盛星河从不做饭,家里只有一把原房客留下来的,十分袖珍的水果刀,大约十厘米左右,刀口还有点钝了,平常削个苹果还成,怎么切凤梨是个难题。
贺琦年跟进厨房,“需要我帮忙吗?”
“你行吗?”盛星河松开手,扭头看他,“这刀只有头上一点点是锋利的,下边都太钝了。”
“你不要老质疑我的能力行吗?”贺琦年左手擒住凤梨,一刀刺下去,凤梨头掉了。
“厉害啊。”盛星河扶着他的肩膀笑了。
“那是。

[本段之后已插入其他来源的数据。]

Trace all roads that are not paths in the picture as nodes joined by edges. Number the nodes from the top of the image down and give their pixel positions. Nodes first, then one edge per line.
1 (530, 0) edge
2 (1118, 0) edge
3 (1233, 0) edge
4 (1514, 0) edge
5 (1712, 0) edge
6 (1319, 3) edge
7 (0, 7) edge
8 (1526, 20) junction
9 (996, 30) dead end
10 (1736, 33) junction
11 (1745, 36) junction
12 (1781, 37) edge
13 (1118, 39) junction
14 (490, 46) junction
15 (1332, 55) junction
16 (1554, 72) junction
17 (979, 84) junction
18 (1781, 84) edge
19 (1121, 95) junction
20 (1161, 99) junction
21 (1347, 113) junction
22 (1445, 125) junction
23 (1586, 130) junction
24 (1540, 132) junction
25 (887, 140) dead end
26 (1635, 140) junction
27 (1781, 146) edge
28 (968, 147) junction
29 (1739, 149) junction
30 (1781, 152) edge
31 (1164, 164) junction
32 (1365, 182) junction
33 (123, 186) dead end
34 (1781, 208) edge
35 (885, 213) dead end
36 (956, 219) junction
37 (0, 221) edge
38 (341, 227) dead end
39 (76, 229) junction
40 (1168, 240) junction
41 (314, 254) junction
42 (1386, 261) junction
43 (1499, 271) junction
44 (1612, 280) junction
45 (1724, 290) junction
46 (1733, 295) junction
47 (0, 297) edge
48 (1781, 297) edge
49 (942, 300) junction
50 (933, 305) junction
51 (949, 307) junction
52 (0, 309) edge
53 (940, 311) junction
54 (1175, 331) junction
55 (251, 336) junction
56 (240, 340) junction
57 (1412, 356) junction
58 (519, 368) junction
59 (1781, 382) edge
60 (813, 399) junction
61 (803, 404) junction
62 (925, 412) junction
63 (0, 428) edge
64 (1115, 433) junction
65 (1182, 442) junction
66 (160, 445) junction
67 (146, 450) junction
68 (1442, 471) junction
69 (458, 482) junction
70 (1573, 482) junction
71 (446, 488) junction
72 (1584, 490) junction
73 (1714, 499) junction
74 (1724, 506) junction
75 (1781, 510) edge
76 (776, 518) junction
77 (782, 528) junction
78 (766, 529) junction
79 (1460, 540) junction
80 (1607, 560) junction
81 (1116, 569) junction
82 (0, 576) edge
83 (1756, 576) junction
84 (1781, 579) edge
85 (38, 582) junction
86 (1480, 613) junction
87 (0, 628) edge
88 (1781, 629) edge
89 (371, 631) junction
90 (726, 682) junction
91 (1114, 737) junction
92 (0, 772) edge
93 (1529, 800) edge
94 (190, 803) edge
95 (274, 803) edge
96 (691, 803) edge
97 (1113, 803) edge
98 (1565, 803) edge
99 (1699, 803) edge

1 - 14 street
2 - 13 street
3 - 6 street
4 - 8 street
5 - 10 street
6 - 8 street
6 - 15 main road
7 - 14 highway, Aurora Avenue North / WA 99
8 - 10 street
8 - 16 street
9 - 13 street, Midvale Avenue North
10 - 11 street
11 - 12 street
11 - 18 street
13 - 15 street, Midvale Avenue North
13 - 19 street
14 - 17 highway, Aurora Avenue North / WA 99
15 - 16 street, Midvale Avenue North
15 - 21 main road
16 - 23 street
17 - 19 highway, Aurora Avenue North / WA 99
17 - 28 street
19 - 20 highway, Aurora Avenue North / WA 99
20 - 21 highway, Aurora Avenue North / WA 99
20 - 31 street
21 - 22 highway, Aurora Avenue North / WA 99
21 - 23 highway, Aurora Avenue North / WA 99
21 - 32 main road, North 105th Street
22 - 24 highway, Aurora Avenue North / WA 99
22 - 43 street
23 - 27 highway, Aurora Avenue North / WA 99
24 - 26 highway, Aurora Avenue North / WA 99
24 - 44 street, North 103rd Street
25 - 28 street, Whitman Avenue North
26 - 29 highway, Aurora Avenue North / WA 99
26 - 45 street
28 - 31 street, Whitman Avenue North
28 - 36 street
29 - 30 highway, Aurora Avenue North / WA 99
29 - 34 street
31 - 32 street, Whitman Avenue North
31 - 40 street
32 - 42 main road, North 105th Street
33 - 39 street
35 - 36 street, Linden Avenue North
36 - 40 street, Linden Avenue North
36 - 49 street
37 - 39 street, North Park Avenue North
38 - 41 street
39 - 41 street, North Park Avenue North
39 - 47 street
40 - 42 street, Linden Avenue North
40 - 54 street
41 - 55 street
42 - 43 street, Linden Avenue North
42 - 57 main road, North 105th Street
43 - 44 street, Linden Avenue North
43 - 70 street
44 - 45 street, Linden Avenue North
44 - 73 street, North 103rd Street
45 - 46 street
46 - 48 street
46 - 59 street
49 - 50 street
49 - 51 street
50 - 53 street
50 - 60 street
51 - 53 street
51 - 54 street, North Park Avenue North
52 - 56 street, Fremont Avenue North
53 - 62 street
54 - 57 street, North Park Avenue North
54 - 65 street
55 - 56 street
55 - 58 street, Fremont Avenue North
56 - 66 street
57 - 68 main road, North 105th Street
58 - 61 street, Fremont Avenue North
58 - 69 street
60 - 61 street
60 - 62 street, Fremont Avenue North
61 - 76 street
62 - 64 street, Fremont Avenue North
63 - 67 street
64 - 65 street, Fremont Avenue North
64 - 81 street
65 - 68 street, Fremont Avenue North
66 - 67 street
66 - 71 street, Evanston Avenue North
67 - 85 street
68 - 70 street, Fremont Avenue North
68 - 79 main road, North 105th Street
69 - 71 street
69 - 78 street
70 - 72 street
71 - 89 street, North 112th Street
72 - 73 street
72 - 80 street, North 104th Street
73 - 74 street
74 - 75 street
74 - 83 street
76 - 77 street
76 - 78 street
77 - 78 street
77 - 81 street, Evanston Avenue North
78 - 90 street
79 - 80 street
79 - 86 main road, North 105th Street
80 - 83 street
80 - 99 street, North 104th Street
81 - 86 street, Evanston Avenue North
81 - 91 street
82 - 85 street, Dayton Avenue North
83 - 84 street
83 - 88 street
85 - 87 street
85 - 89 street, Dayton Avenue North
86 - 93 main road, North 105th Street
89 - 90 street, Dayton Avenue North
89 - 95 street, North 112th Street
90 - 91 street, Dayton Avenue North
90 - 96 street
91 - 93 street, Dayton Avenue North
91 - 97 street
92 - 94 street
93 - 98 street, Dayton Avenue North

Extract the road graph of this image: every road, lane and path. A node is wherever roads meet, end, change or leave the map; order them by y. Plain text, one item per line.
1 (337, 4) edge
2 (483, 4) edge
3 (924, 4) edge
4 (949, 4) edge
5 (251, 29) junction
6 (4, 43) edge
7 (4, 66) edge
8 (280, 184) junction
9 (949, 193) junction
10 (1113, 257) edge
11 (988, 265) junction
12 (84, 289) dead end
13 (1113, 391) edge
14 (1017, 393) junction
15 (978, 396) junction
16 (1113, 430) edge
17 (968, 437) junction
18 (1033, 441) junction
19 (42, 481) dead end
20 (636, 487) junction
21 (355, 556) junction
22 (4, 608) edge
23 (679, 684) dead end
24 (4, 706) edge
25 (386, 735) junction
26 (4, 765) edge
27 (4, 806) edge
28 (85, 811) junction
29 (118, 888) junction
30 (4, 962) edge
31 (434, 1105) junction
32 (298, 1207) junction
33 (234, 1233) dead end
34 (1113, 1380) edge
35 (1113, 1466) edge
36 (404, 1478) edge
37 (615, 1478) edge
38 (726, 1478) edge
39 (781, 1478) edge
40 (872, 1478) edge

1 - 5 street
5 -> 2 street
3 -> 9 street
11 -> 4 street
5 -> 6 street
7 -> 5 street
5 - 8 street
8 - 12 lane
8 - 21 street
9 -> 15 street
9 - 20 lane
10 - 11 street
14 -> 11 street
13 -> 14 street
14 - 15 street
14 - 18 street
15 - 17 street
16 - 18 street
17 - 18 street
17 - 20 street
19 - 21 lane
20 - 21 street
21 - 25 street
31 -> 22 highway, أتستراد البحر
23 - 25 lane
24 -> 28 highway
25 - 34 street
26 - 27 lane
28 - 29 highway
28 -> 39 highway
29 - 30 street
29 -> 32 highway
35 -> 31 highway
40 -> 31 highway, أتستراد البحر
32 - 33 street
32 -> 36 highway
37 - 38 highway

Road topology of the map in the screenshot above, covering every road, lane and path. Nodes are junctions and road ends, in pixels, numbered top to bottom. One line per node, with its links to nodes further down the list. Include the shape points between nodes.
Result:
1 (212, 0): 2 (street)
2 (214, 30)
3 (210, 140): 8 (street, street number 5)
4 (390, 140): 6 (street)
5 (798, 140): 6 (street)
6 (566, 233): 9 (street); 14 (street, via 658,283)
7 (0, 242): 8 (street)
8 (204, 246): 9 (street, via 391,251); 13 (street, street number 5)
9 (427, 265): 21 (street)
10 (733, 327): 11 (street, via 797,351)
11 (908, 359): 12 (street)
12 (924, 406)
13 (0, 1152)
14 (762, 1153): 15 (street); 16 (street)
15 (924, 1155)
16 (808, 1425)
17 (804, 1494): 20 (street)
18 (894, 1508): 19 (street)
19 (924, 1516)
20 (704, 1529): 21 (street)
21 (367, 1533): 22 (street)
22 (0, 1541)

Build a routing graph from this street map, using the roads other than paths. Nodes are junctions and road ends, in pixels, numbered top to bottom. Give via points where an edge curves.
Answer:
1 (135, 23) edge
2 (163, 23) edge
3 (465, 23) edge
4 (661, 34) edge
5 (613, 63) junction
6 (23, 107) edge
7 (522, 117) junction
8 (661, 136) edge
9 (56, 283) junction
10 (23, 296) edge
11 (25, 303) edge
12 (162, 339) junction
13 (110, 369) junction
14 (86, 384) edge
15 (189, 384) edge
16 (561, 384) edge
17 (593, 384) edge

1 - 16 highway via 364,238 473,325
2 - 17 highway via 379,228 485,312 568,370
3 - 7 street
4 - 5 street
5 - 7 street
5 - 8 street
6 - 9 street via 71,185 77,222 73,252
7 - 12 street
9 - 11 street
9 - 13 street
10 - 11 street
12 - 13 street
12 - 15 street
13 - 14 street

”贺琦年又使出蛮力把凤梨的屁股给切了。
盛星河指挥道:“切大块一点,吃起来比较爽。”
温热的呼吸忽然扫过脖颈,贺琦年的指尖停顿了一下。
这暧昧的距离和低声的耳语令他胸口逐渐发热。
这距离太近了。
贺琦年在心里判断,自己只要一扭头,肯定能亲上去。
可是要亲吗?
装作不小心亲到的样子?
思维一旦混乱,做起事来就变得毛手毛脚,这夸奖的话才刚出去没过半分钟,某人就被啪啪打脸——他的手指不小心被划破了。
口子不大,但血流不止。
贺琦年吓了一跳,还用手按压了一下出血口,温热的液体顺着他的指缝流淌出来。
盛星河赶紧抽纸巾包住了他的手指,“真是不经夸,过来我给你擦点药水消个毒。”
贺琦年虽然经常来盛星河家里蹭饭,但卧室是第二次进。
桌上散乱地堆着一些书籍,专业书和闲书都有,最近在看的是一本双语名著,因为就搁在床头上,中间还卡着一枚金属质地的书签。
“你还看名著啊?”贺琦年问。
“嗯,随便看看。”
“为啥买双语的?”
“我英文不好,的时候顺便学几个单词。”盛星河说到这里笑了,“以前念书的时候老觉得学外语没什么用,直到之前出国比赛,老外在那叭叭叭一堆我都听不懂。”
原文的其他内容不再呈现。